To test the effect of group size across the duets, quartets, and octets, a second model was fitted with group size as a continuous predictor, but only including trials in SCT ensemble playing. As suggested by Figure 4, there was a trend for speeding up to decrease as group size increased. The best linear model included an effect of tempo (β=−0.001, SE=0.00005, t=−1.98, and ω2=0.005) and an interaction between group size and tempo (β=−.00004, SE=0.000007, t=−6.20, and ω2=0.11), reflecting that at higher tempos larger ensembles sped up less than smaller ensembles, see Figure 4—figure supplement 1.

Figure 4 with 1 supplement see all
Mean (SE) speeding up defined as the linear slope of tempo over time, computed from the IOIs.

N2=dyad; N4=quartet; N8=octet (no data collected in solo N8 condition). Error bars are standard errors. With missing trials, the number of observations in the respective conditions was n=(88, 111, ∅, 88, 110, 482).

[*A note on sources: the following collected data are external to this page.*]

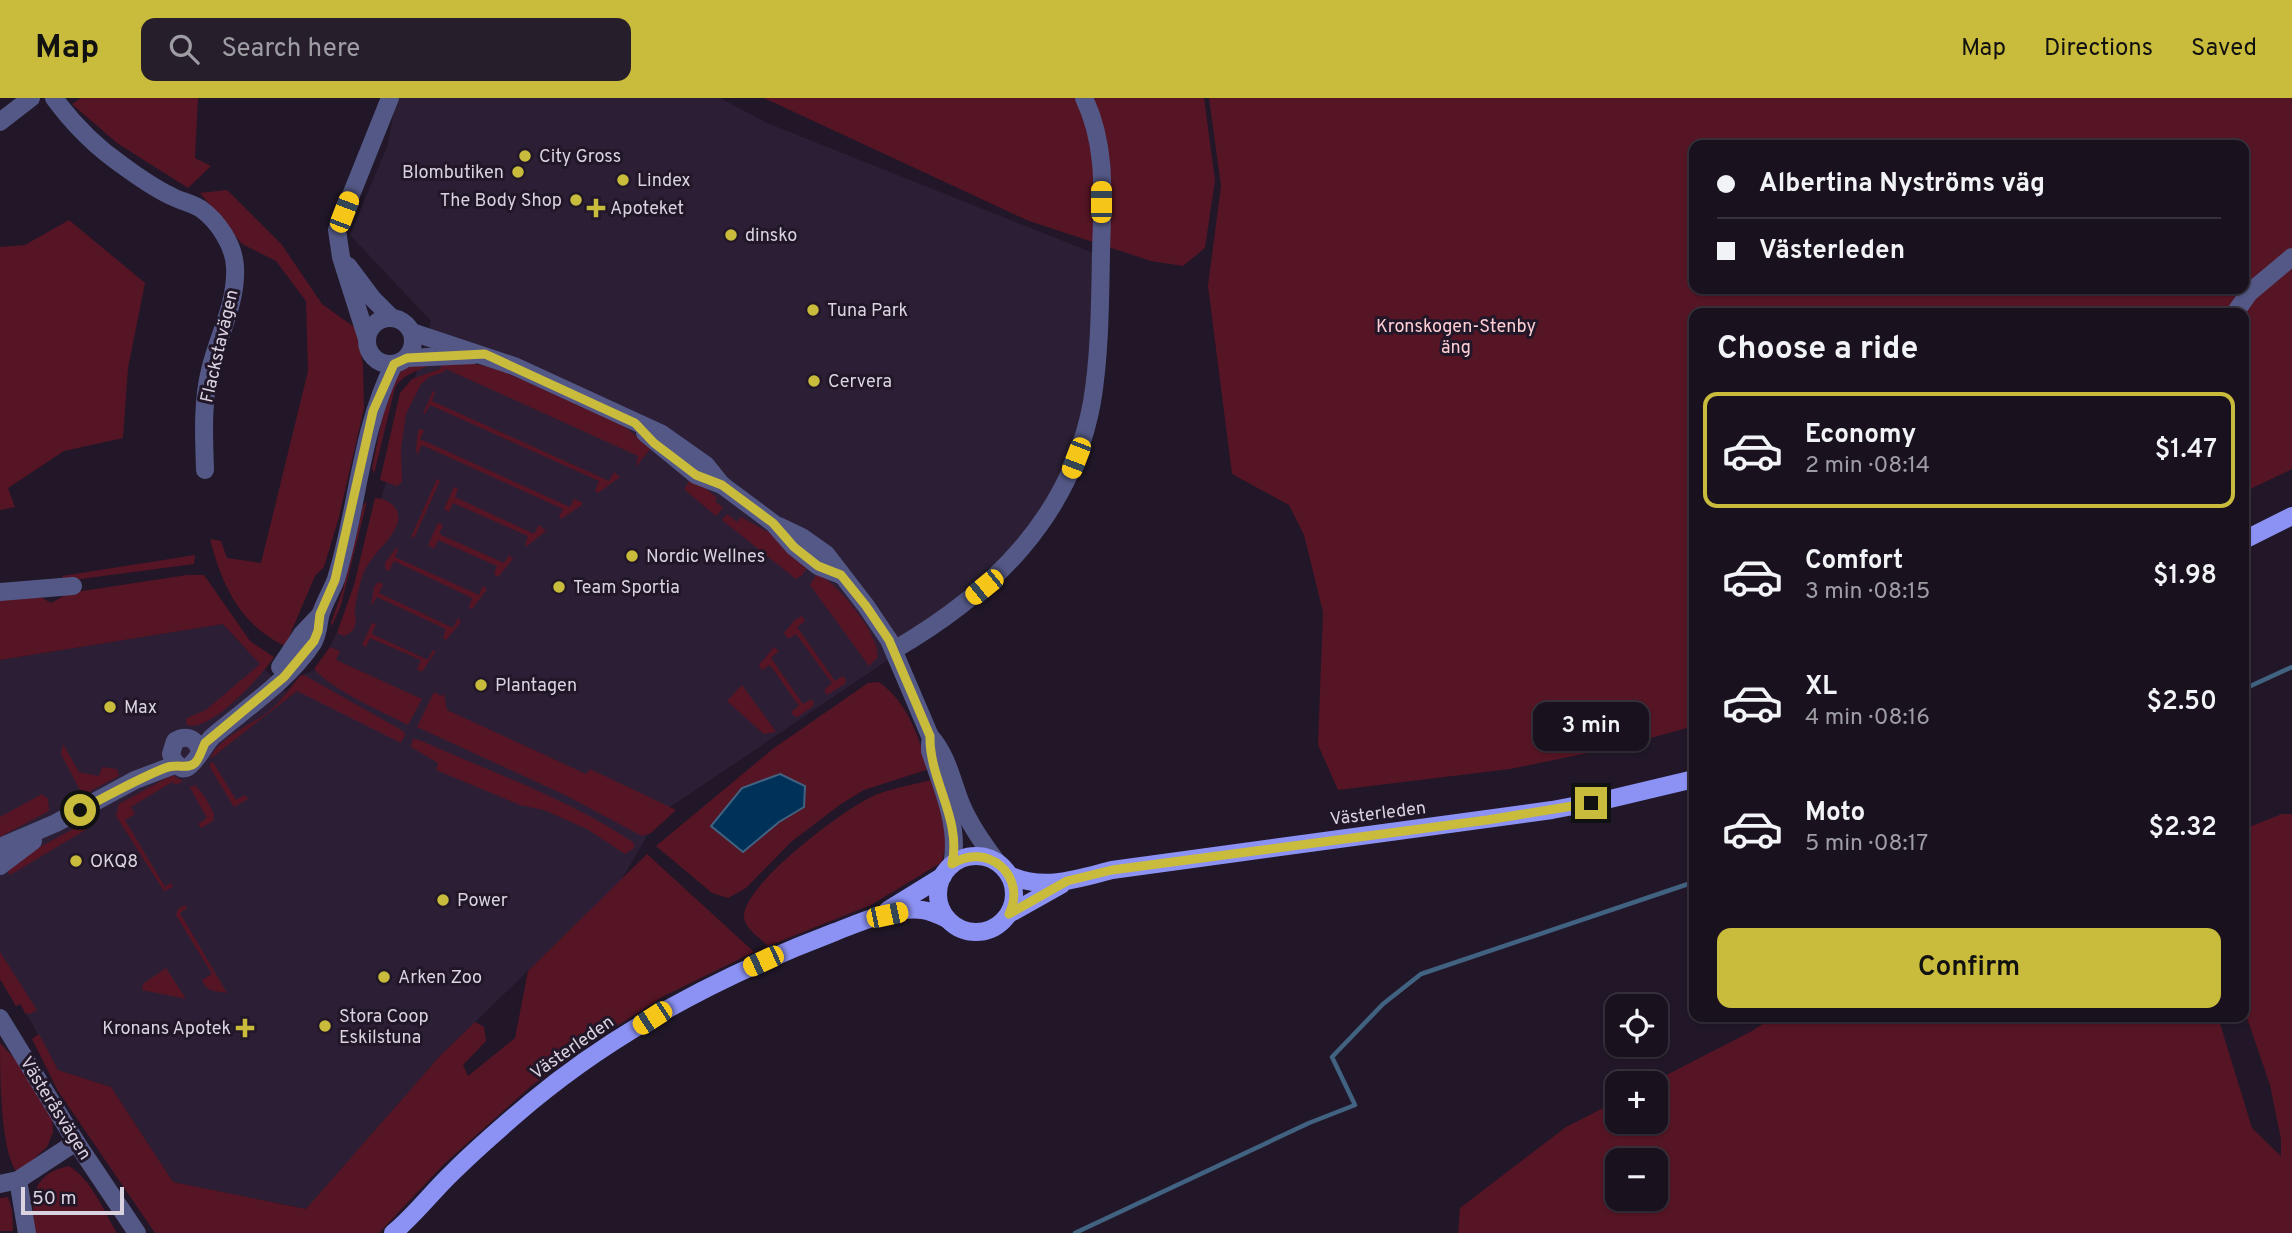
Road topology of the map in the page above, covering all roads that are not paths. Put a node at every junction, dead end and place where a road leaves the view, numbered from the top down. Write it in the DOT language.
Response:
graph roads {
  1 [pos="31,98"];
  2 [pos="54,98"];
  3 [pos="390,98"];
  4 [pos="1084,98"];
  5 [pos="0,122"];
  6 [pos="341,257"];
  7 [pos="2292,257"];
  8 [pos="2249,293"];
  9 [pos="391,317"];
  10 [pos="412,332"];
  11 [pos="367,339"];
  12 [pos="485,354"];
  13 [pos="373,357"];
  14 [pos="400,361"];
  15 [pos="373,411"];
  16 [pos="205,470"];
  17 [pos="2292,516"];
  18 [pos="2249,538"];
  19 [pos="73,586"];
  20 [pos="0,592"];
  21 [pos="894,650"];
  22 [pos="930,736"];
  23 [pos="196,746"];
  24 [pos="174,757"];
  25 [pos="1689,780"];
  26 [pos="56,823"];
  27 [pos="0,847"];
  28 [pos="0,866"];
  29 [pos="1003,869"];
  30 [pos="947,870"];
  31 [pos="1067,881"];
  32 [pos="1009,914"];
  33 [pos="873,918"];
  34 [pos="947,919"];
  35 [pos="0,1018"];
  36 [pos="76,1142"];
  37 [pos="18,1180"];
  38 [pos="0,1184"];
  39 [pos="398,1230"];
  40 [pos="27,1233"];
  41 [pos="137,1233"];
  1 -- 5 [label="street"];
  2 -- 16 [label="street, Flackstavägen"];
  3 -- 6 [label="street"];
  4 -- 21 [label="street"];
  6 -- 9 [label="street"];
  6 -- 11 [label="street"];
  7 -- 8 [label="street"];
  9 -- 10 [label="street"];
  9 -- 11 [label="street"];
  10 -- 12 [label="street"];
  10 -- 14 [label="street"];
  11 -- 13 [label="street"];
  12 -- 14 [label="street"];
  12 -- 21 [label="street"];
  13 -- 14 [label="street"];
  13 -- 15 [label="street"];
  14 -- 15 [label="street"];
  15 -- 23 [label="street"];
  17 -- 18 [label="main road"];
  19 -- 20 [label="street"];
  21 -- 22 [label="street"];
  22 -- 29 [label="street"];
  22 -- 30 [label="street"];
  23 -- 24 [label="street"];
  23 -- 24 [label="street"];
  24 -- 26 [label="street"];
  25 -- 31 [label="main road, Västerleden"];
  26 -- 27 [label="street"];
  26 -- 28 [label="street"];
  29 -- 30 [label="main road"];
  29 -- 31 [label="main road, Västerleden"];
  29 -- 32 [label="main road"];
  30 -- 33 [label="main road, Västerleden"];
  30 -- 34 [label="main road"];
  31 -- 32 [label="main road, Västerleden"];
  32 -- 34 [label="main road"];
  33 -- 34 [label="main road, Västerleden"];
  33 -- 39 [label="main road, Västerleden"];
  35 -- 36 [label="street, Västeråsvägen"];
  36 -- 37 [label="street"];
  36 -- 41 [label="street, Västeråsvägen"];
  37 -- 38 [label="street"];
  37 -- 40 [label="street"];
}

Dynamics and coordination in ensemble, SCT conditions

Individual and group-aggregate dynamics (autocorrelations)

Individuals

Figure 5A shows that individuals’ autocorrelations at lag 1 were negative across all group sizes and tempos. This is typical for the alternating long-short IOIs seen in synchronization tasks, reflecting alternating fast-slow synchronization errors when adapting to the previous interval. There was also a trend across all group sizes and tempo conditions for positive peaks at even lags (2, 4, 6, and 8) and negative peaks at odd lags (3, 5, and 7), see Figure 5—figure supplement 1. However, this general pattern became smoother with increasing group size. To test this statistically, in each trial, we took the average absolute difference between successive lags, thus measuring the average range of the autocorrelation function up to lag 8 and applied the same linear modeling approach as in Performance. The effect of group size was significant (β=−0.0054, SE=0.0023, t=−2.35, and ω2=0.13). There was also a decrease of range with increasing tempo (β=−0.00039, SE=0.0001, t=−4.92, and ω2=0.04). Additionally, we verified the signs, relative magnitudes, and the effects of group size and tempo on the autocorrelations by fitting separate linear models for each lag, see Supplementary file 1a.

Figure 5 with 1 supplement see all
Autocorrelations in the synchronization-continuation task (SCT) in ensemble conditions.

(A) Autocorrelations of individual IOIs, averaged (SE) across participants’ trials and tempos, separately per group size (color-coded). (B) Same for group-aggregate IOIs. Error bars are bootstrap 95% confidence intervals. The number of observations in the respective group sizes was n=(88, 110, 474) in (A) and n=(44, 32, 66) in (B).

Group-aggregate

Interestingly, group-aggregate IOIs revealed the same overall pattern of results even though by definition the group-aggregate timing was smoother and less variable (see Group-aggregate (mean field) measure for ensembles and pseudo-ensembles), see Figure 5B and Supplementary file 1b. There was a trend across all group sizes for relative positive peaks at even lags 2, 4, 6, and 8 and relative negative peaks at odd numbered lags 1, 3, 5, and 7. The similarity of the dynamics of individuals and the group aggregate is not trivial because it implies that even groups of up to eight participants spontaneously acquire the alternating long-short interval dynamics characteristic of when individual participants synchronize with a stimulus.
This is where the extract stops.